Only the lines that include "lane" should be copied from the data below.

BEGIN Dataset excerpts

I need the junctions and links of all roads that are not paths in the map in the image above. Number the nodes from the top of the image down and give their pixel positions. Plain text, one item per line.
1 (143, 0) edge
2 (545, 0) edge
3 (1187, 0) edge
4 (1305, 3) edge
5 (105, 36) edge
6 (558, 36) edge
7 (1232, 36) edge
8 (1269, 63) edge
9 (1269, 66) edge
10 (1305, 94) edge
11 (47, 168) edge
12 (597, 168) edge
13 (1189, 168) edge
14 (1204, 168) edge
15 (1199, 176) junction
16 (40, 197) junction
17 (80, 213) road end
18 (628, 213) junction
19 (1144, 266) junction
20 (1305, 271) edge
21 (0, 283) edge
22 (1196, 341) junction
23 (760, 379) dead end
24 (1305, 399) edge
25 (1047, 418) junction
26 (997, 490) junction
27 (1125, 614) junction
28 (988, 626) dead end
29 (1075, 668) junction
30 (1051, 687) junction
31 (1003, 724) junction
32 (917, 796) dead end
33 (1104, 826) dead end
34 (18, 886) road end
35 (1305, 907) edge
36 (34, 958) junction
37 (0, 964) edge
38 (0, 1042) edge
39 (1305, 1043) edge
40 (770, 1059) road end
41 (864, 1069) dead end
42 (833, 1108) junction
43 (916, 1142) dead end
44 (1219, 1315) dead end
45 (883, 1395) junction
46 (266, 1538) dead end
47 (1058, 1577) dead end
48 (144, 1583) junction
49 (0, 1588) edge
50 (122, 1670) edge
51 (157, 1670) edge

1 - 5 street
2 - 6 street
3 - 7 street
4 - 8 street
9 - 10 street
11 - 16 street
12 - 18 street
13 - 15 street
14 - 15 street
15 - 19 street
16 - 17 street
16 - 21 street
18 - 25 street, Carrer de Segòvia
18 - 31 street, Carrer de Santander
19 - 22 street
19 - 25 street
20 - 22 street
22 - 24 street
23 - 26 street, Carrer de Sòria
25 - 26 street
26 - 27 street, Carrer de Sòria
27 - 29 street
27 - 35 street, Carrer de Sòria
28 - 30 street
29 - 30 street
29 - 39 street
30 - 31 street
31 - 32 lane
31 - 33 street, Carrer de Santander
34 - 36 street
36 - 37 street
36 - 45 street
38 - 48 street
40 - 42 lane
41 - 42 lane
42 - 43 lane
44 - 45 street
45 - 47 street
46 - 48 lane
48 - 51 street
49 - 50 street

END Dataset excerpts

Result of this exercise:
31 - 32 lane
40 - 42 lane
41 - 42 lane
42 - 43 lane
46 - 48 lane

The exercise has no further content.